Expressing love is what makes you happy
This week’s offering was intended to focus on the question, what is success?
As a success coach, you might assume that I should have that answer. For coaching, however, the client chooses what they want to work on and the outcomes they hope to achieve. The “success” in success coach is referring to the client’s idea of what success is which, in theory, might differ wildly from person to person. Even my own version of success has changed and morphed through my years.
I used to be under that common false impression that success was in the trappings, in being able to prove you were successful.
The easiest way, of course, was through the stuff we have: the bling, the holidays, the designer logos. Believing that if we keep up with the Joneses — those people we identify as successful usually by the stuff they have — we prove we are too. But this is a dangerous game, especially in a place like Bermuda, because the playing field is never even for comparisons.
In my experience, living in the big house I inherited from my parents, I don’t feel any more successful, just more anxious about maintenance costs and increased land tax. Ultimately, trappings can often end up feeling like little more than a trap, not like success.
Misguidedly, I have also believed that success was a competition; that success meant the top. You weren’t successful until you were The Best. Your success somehow meant less for me. Scarcity thinking and strict rules and expectations around success can make seeking it a sure-fire way to feel “less than”.
More recently, I bought into the idea that success revolved around the work I do: the achievements, the accolades. But even as I racked up seeming successes, I couldn’t understand why they still felt rather empty. I tried harder, did more wanting to feel successful. I notice the trend among my peers.
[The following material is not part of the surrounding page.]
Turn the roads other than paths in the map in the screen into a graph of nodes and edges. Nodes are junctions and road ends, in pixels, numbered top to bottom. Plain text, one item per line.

We make ourselves so busy, running around so fast that we don’t have time to stop to recognise if it is success that we’re achieving with our “busyness”, let alone enjoy that success if it is. I feel busy, not successful.
So what is success?
This article was originally intended to look at this question and then, sitting down to write this morning, I received a very sad message that someone I knew had just died. I knew her more through her family than directly, but have been aware of her contributions to the community and her good work. She’s not much older than me, a mother like me. A lovely woman, from my experience, much loved, thoughtful, creative.
Her death was sudden and unexpected and it has shocked and devastated many. I, too, am reeling. With it comes a harsh reminder of how little control we have over how life will play out and how precious the moments we have in this world really are.
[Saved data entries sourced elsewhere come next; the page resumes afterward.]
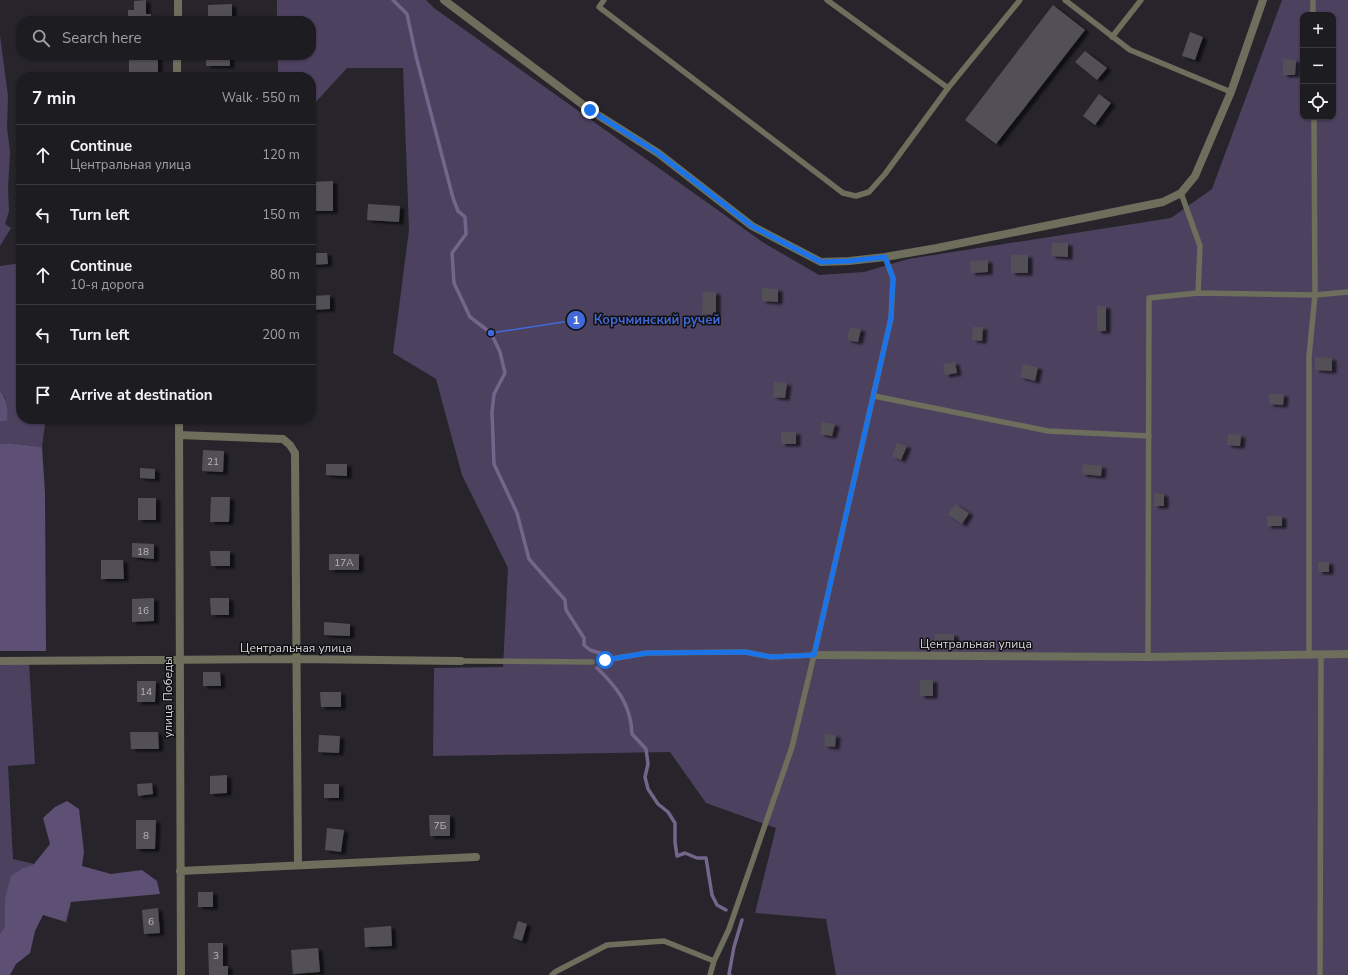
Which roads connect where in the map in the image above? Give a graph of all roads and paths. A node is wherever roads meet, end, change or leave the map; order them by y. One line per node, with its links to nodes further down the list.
1 (178, 0): 11 (street)
2 (444, 0): 19 (street)
3 (604, 0): 15 (lane)
4 (827, 0): 15 (lane)
5 (1020, 0): 15 (lane)
6 (1065, 0): 12 (lane)
7 (1141, 0): 12 (lane)
8 (1263, 0): 16 (street)
9 (1313, 0): 10 (lane)
10 (1313, 12)
11 (178, 16)
12 (1112, 37): 16 (lane)
13 (177, 60): 14 (street)
14 (177, 72)
15 (948, 88)
16 (1231, 92): 18 (street)
17 (1314, 120): 22 (lane)
18 (1181, 193): 19 (street); 21 (lane)
19 (885, 257): 23 (lane)
20 (1348, 292): 22 (lane)
21 (1198, 293): 22 (lane); 26 (lane)
22 (1315, 295): 27 (lane)
23 (874, 396): 26 (lane); 30 (lane)
24 (179, 424): 25 (street, улица Победы)
25 (179, 434): 32 (street); 33 (street, улица Победы)
26 (1149, 436): 31 (lane)
27 (1309, 654): 28 (street, Центральная улица); 31 (street, Центральная улица)
28 (1321, 654): 29 (street, Центральная улица); 45 (lane)
29 (1348, 654)
30 (814, 655): 31 (street, Центральная улица); 34 (lane, Центральная улица); 41 (lane)
31 (1148, 657)
32 (296, 659): 33 (street, Центральная улица); 36 (street, Центральная улица); 39 (street)
33 (180, 660): 35 (street, Центральная улица); 40 (street, улица Победы)
34 (605, 660)
35 (0, 661)
36 (461, 661): 37 (lane, Центральная улица)
37 (592, 662)
38 (476, 857): 39 (street)
39 (298, 865): 40 (street)
40 (180, 871): 42 (street, улица Победы)
41 (714, 961): 43 (lane); 44 (lane)
42 (181, 975)
43 (552, 975)
44 (710, 975)
45 (1320, 975)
These are sobering thoughts to stop us in our busy tracks. What is it that we are so frantically chasing? What really is this success we seek? At the end of the day, what are we doing it all for?
Robert Holden’s bestselling book Authentic Success would tell you that the answer is love.
“Love is success,” he writes. “The real work of your life is to express your love; to know love and be loved. There is no greater work than this. What is a higher expression of humanity than love? What is more inspiring?”
Suddenly it is all stripped away, the anxiety, the comparisons, the emptiness, the proving. I know in a place deep in my gut that he is right. If we can bring love to everything we do as we do it, and be open to receive it, what more fulfilling and satisfying way can we spend our time here?
At life’s end, looking around at the lives a person touches through their love, the people who love them, the creativity, the caring, their expressions of love, the inspiration they have created through their example … it may always feel too short, but it was a truly successful life.